Dataset entries ▸
---

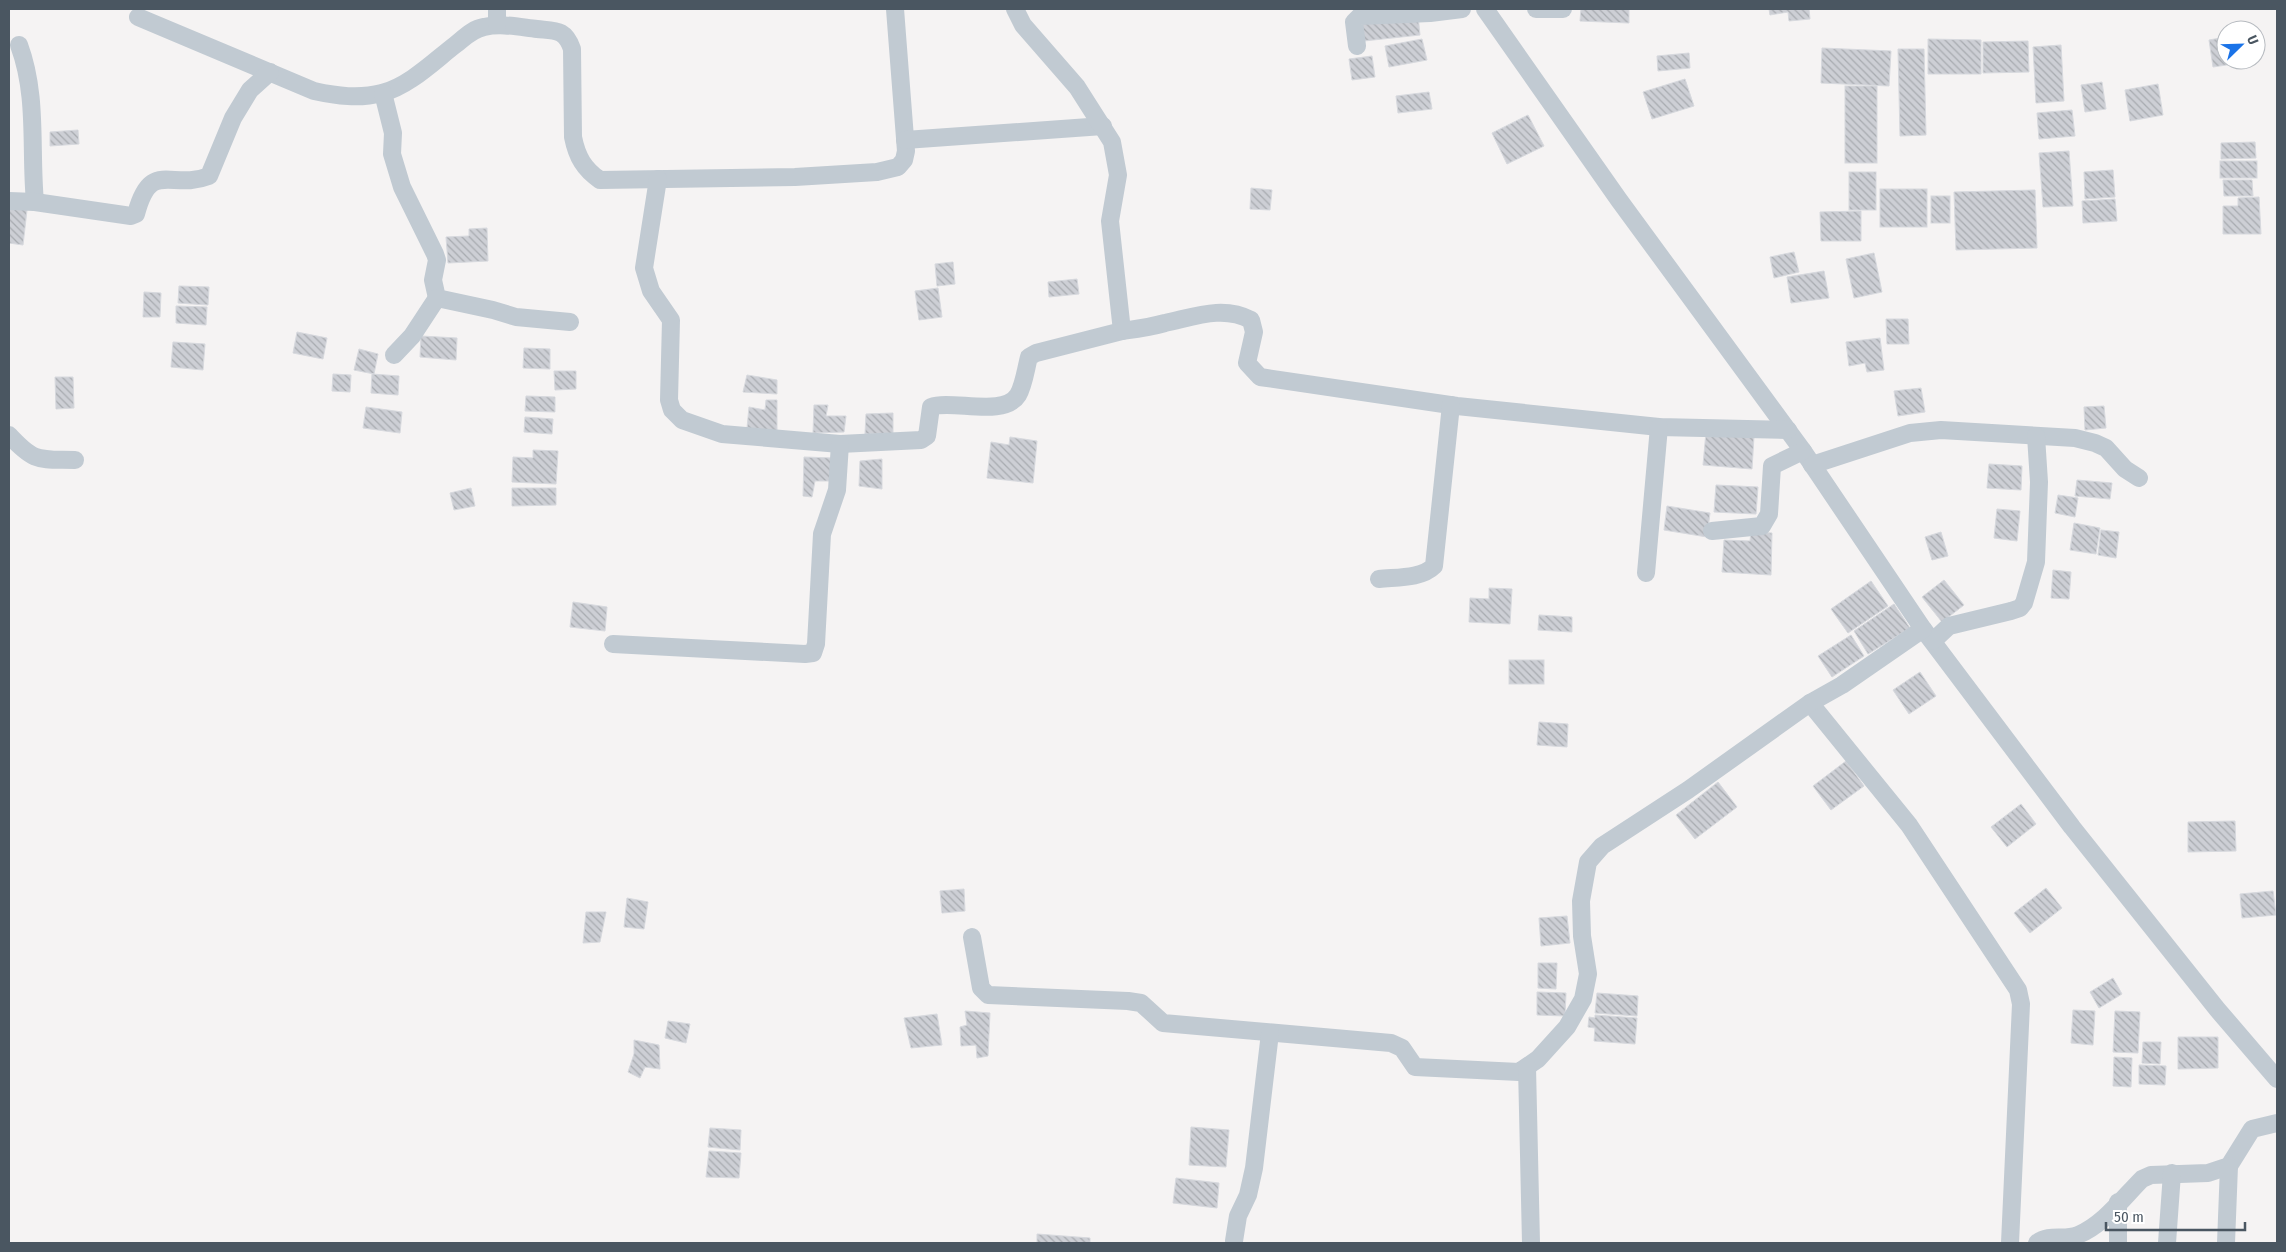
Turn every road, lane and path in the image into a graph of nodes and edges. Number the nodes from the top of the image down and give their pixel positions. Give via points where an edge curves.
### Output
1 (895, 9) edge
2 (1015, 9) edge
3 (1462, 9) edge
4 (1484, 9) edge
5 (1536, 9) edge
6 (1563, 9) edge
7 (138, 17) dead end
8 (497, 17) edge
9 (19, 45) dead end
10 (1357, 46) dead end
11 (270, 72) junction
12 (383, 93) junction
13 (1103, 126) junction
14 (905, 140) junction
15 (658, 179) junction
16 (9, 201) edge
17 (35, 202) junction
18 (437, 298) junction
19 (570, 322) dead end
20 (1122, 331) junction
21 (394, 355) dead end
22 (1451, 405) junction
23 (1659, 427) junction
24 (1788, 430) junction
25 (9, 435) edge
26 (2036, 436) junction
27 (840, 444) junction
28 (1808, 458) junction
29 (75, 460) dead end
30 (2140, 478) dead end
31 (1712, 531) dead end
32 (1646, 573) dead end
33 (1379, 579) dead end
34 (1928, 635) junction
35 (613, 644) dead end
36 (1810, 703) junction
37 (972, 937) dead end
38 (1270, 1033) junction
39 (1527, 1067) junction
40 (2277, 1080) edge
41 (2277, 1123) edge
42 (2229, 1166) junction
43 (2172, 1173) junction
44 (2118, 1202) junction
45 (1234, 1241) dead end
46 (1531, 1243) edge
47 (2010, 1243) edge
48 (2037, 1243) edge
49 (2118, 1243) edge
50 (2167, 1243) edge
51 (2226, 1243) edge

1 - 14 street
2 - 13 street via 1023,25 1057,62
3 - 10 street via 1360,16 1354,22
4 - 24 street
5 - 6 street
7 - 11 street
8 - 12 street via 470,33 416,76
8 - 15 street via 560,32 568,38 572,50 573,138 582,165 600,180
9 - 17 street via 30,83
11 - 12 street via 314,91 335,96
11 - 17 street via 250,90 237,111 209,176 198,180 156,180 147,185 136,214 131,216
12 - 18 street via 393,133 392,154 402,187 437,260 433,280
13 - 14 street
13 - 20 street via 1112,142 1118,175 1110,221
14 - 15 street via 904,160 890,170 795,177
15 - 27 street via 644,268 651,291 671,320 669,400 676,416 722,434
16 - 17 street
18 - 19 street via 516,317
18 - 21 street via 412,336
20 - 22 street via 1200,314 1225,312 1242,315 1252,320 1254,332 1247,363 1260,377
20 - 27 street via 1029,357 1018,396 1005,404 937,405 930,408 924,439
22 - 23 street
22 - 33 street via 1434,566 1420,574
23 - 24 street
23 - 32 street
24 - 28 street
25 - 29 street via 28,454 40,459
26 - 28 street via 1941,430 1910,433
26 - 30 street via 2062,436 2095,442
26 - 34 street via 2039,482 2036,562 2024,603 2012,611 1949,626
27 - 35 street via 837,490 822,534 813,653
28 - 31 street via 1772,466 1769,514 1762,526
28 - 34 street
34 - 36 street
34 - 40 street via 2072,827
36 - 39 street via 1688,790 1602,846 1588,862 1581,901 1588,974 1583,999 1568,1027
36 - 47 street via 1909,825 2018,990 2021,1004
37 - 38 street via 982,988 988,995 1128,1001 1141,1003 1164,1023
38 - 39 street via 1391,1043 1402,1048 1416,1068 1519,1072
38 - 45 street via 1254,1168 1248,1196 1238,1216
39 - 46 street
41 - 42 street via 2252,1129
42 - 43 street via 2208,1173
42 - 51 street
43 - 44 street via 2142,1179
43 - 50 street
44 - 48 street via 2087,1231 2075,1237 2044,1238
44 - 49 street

---

TASK OBJECTIVE ▸
Reproduce the records above exactly, leaving out every picture they contain.

TASK ANSWER ▸
Turn every road, lane and path in the image into a graph of nodes and edges. Number the nodes from the top of the image down and give their pixel positions. Give via points where an edge curves.
### Output
1 (895, 9) edge
2 (1015, 9) edge
3 (1462, 9) edge
4 (1484, 9) edge
5 (1536, 9) edge
6 (1563, 9) edge
7 (138, 17) dead end
8 (497, 17) edge
9 (19, 45) dead end
10 (1357, 46) dead end
11 (270, 72) junction
12 (383, 93) junction
13 (1103, 126) junction
14 (905, 140) junction
15 (658, 179) junction
16 (9, 201) edge
17 (35, 202) junction
18 (437, 298) junction
19 (570, 322) dead end
20 (1122, 331) junction
21 (394, 355) dead end
22 (1451, 405) junction
23 (1659, 427) junction
24 (1788, 430) junction
25 (9, 435) edge
26 (2036, 436) junction
27 (840, 444) junction
28 (1808, 458) junction
29 (75, 460) dead end
30 (2140, 478) dead end
31 (1712, 531) dead end
32 (1646, 573) dead end
33 (1379, 579) dead end
34 (1928, 635) junction
35 (613, 644) dead end
36 (1810, 703) junction
37 (972, 937) dead end
38 (1270, 1033) junction
39 (1527, 1067) junction
40 (2277, 1080) edge
41 (2277, 1123) edge
42 (2229, 1166) junction
43 (2172, 1173) junction
44 (2118, 1202) junction
45 (1234, 1241) dead end
46 (1531, 1243) edge
47 (2010, 1243) edge
48 (2037, 1243) edge
49 (2118, 1243) edge
50 (2167, 1243) edge
51 (2226, 1243) edge

1 - 14 street
2 - 13 street via 1023,25 1057,62
3 - 10 street via 1360,16 1354,22
4 - 24 street
5 - 6 street
7 - 11 street
8 - 12 street via 470,33 416,76
8 - 15 street via 560,32 568,38 572,50 573,138 582,165 600,180
9 - 17 street via 30,83
11 - 12 street via 314,91 335,96
11 - 17 street via 250,90 237,111 209,176 198,180 156,180 147,185 136,214 131,216
12 - 18 street via 393,133 392,154 402,187 437,260 433,280
13 - 14 street
13 - 20 street via 1112,142 1118,175 1110,221
14 - 15 street via 904,160 890,170 795,177
15 - 27 street via 644,268 651,291 671,320 669,400 676,416 722,434
16 - 17 street
18 - 19 street via 516,317
18 - 21 street via 412,336
20 - 22 street via 1200,314 1225,312 1242,315 1252,320 1254,332 1247,363 1260,377
20 - 27 street via 1029,357 1018,396 1005,404 937,405 930,408 924,439
22 - 23 street
22 - 33 street via 1434,566 1420,574
23 - 24 street
23 - 32 street
24 - 28 street
25 - 29 street via 28,454 40,459
26 - 28 street via 1941,430 1910,433
26 - 30 street via 2062,436 2095,442
26 - 34 street via 2039,482 2036,562 2024,603 2012,611 1949,626
27 - 35 street via 837,490 822,534 813,653
28 - 31 street via 1772,466 1769,514 1762,526
28 - 34 street
34 - 36 street
34 - 40 street via 2072,827
36 - 39 street via 1688,790 1602,846 1588,862 1581,901 1588,974 1583,999 1568,1027
36 - 47 street via 1909,825 2018,990 2021,1004
37 - 38 street via 982,988 988,995 1128,1001 1141,1003 1164,1023
38 - 39 street via 1391,1043 1402,1048 1416,1068 1519,1072
38 - 45 street via 1254,1168 1248,1196 1238,1216
39 - 46 street
41 - 42 street via 2252,1129
42 - 43 street via 2208,1173
42 - 51 street
43 - 44 street via 2142,1179
43 - 50 street
44 - 48 street via 2087,1231 2075,1237 2044,1238
44 - 49 street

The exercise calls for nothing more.